Spirit and Opportunity will have improved image processing capabilities that will help them search out dust devils and other weather patterns. A new navigation system will allow the rovers to spot hazards and figure out how to avoid them without help from controllers on Earth.
Until now, if the rovers encountered an obstacle, all they could do was back up and try a different direction. Sometimes the rover found no solution, said John Callas, project manager for the Mars Exploration Rovers at Jet Propulsion Laboratory in La Canada Flintridge.
"With this new capability, the rover could find its way through a maze," he said.

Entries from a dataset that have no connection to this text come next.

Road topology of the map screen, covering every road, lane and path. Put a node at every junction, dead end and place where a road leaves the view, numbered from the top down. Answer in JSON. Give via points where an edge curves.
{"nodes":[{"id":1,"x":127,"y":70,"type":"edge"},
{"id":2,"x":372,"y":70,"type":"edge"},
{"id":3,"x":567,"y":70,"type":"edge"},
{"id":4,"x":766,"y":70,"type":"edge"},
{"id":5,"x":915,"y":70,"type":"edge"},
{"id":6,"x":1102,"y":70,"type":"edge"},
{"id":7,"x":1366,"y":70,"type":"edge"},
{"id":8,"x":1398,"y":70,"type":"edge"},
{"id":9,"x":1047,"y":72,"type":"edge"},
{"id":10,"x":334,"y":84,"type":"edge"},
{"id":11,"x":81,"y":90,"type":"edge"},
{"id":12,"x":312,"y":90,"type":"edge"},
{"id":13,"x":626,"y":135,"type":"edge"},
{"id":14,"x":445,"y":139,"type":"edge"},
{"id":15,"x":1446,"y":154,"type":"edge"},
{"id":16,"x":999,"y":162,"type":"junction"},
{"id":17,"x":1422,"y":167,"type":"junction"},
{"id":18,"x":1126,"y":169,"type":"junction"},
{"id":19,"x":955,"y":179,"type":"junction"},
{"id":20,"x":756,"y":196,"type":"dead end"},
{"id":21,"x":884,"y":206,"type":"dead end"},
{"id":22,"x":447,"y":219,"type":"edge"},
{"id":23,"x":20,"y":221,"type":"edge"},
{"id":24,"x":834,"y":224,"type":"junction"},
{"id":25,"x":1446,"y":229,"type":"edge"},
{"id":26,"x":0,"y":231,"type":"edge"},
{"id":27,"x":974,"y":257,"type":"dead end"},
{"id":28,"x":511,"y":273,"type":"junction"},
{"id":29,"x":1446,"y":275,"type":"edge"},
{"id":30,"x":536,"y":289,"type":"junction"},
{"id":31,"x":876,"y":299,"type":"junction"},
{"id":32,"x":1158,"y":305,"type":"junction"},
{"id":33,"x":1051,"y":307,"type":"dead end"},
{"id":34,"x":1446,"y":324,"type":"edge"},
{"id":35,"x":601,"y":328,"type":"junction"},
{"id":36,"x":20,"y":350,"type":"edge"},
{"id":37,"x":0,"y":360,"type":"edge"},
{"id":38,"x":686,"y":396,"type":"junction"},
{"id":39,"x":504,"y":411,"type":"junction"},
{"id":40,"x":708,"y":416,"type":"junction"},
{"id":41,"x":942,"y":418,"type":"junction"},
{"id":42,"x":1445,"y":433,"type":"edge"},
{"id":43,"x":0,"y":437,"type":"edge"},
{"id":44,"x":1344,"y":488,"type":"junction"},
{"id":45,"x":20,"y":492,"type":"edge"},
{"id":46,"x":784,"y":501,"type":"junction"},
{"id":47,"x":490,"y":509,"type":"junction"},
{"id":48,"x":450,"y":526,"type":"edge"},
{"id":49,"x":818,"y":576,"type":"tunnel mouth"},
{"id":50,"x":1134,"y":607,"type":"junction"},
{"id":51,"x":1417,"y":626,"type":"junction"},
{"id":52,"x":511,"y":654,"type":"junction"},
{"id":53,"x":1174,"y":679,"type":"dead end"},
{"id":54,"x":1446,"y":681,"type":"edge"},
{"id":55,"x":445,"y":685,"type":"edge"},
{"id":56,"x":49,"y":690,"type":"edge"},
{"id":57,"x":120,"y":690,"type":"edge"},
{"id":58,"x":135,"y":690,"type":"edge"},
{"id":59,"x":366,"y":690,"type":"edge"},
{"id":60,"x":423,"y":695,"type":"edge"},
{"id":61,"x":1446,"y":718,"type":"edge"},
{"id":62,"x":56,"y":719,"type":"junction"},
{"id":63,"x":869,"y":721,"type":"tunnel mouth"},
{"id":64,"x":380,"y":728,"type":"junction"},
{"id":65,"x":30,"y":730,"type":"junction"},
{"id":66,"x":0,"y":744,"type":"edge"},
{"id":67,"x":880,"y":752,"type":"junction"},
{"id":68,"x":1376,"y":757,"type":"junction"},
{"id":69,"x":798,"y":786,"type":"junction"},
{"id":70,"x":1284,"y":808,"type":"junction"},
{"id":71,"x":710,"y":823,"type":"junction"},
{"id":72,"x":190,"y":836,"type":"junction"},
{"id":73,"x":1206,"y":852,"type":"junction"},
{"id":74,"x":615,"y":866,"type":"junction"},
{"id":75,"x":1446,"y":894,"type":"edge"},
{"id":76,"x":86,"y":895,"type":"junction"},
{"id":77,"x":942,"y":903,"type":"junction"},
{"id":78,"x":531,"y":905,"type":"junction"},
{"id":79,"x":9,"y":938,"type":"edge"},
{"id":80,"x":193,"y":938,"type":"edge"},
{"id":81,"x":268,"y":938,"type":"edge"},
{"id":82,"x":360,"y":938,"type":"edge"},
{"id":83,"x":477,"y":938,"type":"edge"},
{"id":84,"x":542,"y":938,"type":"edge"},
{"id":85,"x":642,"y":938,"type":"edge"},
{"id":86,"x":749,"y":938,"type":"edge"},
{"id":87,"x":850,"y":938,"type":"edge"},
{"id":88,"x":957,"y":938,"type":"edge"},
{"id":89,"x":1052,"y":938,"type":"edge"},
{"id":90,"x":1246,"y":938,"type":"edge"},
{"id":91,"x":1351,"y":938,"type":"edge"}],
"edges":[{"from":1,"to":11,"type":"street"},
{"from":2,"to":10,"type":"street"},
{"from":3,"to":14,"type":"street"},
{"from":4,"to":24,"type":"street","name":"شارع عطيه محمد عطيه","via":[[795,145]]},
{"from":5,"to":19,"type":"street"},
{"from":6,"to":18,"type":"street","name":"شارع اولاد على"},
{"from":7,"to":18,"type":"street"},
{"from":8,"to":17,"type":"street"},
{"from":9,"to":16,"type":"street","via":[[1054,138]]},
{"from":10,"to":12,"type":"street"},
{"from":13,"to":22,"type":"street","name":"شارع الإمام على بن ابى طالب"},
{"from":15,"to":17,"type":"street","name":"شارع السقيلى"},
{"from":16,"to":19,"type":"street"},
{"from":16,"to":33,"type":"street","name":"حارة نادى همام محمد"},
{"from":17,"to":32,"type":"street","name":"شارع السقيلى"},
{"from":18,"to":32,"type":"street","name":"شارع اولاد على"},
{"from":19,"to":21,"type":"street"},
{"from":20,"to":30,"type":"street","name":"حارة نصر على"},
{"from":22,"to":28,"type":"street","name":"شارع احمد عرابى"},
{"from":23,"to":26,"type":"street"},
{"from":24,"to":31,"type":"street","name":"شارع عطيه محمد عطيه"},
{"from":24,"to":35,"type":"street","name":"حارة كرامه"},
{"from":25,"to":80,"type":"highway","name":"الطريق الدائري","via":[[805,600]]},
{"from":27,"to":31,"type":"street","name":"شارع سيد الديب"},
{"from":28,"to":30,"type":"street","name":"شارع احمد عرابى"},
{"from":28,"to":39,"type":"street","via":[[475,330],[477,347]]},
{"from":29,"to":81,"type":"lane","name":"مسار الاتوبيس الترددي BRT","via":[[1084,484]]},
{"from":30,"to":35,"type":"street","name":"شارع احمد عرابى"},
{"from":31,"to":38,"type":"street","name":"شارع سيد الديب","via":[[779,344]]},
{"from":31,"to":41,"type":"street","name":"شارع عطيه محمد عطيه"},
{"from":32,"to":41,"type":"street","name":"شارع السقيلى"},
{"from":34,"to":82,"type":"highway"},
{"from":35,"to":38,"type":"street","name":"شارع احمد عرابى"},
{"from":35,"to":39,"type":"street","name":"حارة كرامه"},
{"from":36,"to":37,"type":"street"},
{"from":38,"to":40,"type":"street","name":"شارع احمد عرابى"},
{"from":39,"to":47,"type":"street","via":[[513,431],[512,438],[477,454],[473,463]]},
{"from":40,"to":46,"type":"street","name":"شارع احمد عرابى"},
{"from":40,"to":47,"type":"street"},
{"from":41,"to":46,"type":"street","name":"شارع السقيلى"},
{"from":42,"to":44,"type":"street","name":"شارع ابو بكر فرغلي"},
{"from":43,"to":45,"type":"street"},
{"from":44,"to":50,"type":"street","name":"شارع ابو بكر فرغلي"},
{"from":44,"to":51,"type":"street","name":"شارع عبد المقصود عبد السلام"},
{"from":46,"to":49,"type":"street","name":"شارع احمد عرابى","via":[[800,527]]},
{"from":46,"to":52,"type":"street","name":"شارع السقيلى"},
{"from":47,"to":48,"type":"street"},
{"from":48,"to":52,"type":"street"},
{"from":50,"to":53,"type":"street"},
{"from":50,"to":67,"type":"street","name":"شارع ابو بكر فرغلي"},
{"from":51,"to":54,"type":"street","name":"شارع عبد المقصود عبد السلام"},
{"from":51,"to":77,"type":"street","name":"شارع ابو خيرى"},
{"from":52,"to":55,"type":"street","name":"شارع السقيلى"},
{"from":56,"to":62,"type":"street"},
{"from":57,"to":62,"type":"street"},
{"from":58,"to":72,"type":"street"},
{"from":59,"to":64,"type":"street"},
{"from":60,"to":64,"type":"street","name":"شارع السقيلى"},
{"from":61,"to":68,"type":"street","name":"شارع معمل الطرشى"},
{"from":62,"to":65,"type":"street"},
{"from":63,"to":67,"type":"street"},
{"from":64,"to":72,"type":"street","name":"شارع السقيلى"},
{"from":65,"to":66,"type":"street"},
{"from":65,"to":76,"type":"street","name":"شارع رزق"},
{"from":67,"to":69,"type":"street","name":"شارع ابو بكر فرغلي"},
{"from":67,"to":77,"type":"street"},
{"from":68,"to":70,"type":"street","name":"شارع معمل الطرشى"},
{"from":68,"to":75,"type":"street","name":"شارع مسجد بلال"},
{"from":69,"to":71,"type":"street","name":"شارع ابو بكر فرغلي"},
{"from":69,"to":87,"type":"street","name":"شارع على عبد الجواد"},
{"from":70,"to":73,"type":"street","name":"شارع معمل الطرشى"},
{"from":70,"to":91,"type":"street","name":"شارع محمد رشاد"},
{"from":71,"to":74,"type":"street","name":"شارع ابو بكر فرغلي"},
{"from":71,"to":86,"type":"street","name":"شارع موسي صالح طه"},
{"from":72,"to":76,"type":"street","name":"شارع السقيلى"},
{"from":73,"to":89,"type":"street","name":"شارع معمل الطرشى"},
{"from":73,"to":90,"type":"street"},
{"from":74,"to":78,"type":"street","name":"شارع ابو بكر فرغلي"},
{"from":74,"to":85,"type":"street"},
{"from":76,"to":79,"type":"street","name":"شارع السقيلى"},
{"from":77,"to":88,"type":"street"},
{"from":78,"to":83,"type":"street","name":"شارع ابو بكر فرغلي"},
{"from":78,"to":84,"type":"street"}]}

The twin rovers continue to defy all expectations for their longevity. When Spirit landed on Jan. 3, 2004, and Opportunity followed three weeks later, experts hoped they would last through their planned mission of 90 Martian days, which are about 40 minutes longer than Earth days.
Their key discoveries include evidence that water was once abundant on the surface of Mars in at least one region. Opportunity also found rock layers showing that wind-blown dunes came and went while the water table fluctuated. Spirit spotted dust devils forming and moving across the arid surface.
As they begin their fourth year of work, Spirit has lost the service of one of its six wheels but remains drivable. Opportunity is skirting Victoria Crater, looking for a path in, where it could sample exposed rock.